7. (1) There shall be filed with
the Registrar within whose jurisdiction the registered office of a company is
proposed to be situated, the following documents and information for
registration, namely:—
(a) the memorandum and
articles of the company duly signed by all the subscribers to the memorandum in
such manner as may be prescribed;
(b) a declaration in the
prescribed form by an advocate, a chartered accountant, cost accountant or
company secretary in practice, who is engaged in the formation of the company,
and by a person named in the articles as a director, manager or secretary of
the company, that all the requirements of this Act and the rules made thereunder
in respect of registration and matters precedent or incidental thereto have
been complied with;
(c) an affidavit from each of
the subscribers to the memorandum and from persons named as the first
directors, if any, in the articles that he is not convicted of any offence in
connection with the promotion, formation or management of any company, or that
he has not been found guilty of any fraud or misfeasance or of any breach of
duty to any company under this Act or any previous company law during the preceding
five years and that all the documents filed with the Registrar for registration
of the company contain information that is correct and complete and true to the
best of his knowledge and belief;
(d) the address for
correspondence till its registered office is established;
(e) the particulars of name,
including surname or family name, residential address, nationality and such
other particulars of every subscriber to the memorandum along with proof of
identity, as may be prescribed, and in the case of a subscriber being a body
corporate, such particulars as may be prescribed;
(f) the particulars of the
persons mentioned in the articles as the first directors of the company, their
names, including surnames or family names, the Director Identification Number,
residential address, nationality and such other particulars including proof of
identity as may be prescribed; and
(g) the particulars of the
interests of the persons mentioned in the articles as the first directors of
the company in other firms or bodies corporate along with their consent to act
as directors of the company in such form and manner as may be prescribed.
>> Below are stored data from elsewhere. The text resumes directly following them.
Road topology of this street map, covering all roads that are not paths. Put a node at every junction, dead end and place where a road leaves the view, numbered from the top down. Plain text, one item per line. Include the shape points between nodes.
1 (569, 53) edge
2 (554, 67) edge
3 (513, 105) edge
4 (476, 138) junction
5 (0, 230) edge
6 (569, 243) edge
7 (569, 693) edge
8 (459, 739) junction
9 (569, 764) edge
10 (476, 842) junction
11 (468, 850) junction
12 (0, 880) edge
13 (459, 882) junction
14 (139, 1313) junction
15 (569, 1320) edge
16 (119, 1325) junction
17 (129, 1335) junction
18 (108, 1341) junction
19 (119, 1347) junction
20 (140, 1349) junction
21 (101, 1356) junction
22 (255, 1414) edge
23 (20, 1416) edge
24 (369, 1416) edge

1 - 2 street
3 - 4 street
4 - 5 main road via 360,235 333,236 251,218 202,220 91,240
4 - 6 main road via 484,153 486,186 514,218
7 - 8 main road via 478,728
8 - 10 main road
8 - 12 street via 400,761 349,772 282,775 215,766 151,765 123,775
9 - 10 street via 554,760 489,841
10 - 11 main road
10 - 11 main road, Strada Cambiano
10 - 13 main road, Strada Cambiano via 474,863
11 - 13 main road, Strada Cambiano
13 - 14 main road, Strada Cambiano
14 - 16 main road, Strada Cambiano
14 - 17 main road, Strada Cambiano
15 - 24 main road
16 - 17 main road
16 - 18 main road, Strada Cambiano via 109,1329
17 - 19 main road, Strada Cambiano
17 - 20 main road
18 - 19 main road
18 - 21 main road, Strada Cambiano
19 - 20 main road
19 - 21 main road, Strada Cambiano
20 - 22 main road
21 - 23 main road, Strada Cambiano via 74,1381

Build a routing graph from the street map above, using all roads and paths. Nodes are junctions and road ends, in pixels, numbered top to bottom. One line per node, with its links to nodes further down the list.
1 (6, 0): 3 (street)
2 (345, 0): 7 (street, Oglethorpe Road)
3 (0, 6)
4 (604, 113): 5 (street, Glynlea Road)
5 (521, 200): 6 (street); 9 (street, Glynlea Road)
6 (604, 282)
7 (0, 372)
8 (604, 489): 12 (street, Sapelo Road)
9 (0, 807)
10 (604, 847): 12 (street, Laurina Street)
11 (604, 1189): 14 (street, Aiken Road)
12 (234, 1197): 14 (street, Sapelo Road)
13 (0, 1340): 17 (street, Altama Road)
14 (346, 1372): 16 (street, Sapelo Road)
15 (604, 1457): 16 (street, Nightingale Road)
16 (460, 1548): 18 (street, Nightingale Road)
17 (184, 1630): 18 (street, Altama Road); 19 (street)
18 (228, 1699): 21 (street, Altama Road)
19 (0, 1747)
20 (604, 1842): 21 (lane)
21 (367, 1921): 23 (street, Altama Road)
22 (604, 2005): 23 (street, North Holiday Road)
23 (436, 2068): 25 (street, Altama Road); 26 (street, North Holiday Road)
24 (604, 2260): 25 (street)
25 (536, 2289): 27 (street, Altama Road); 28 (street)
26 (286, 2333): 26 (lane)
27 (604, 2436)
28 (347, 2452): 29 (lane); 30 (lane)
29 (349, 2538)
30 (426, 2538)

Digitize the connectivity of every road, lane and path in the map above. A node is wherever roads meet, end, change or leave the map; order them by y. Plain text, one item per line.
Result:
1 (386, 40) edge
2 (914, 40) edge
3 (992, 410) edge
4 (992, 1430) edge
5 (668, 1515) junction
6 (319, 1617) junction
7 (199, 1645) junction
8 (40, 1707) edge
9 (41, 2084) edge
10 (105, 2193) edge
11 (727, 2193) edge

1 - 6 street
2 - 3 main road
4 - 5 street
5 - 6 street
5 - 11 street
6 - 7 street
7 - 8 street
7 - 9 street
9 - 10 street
(2) The Registrar on the basis of
documents and information filed under sub-section (1) shall register all the
documents and information referred to in that sub-section in the register and
issue a certificate of incorporation in the prescribed form to the effect that
the proposed company is incorporated under this Act.
(3) On and from the date mentioned in the
certificate of incorporation issued under sub-section (2), the Registrar shall
allot to the company a corporate identity number, which shall be a distinct
identity for the company and which shall also be included in the certificate.
(4) The company shall maintain and
preserve at its registered office copies of all documents and information as
originally filed under sub-section (1) till its dissolution under this Act.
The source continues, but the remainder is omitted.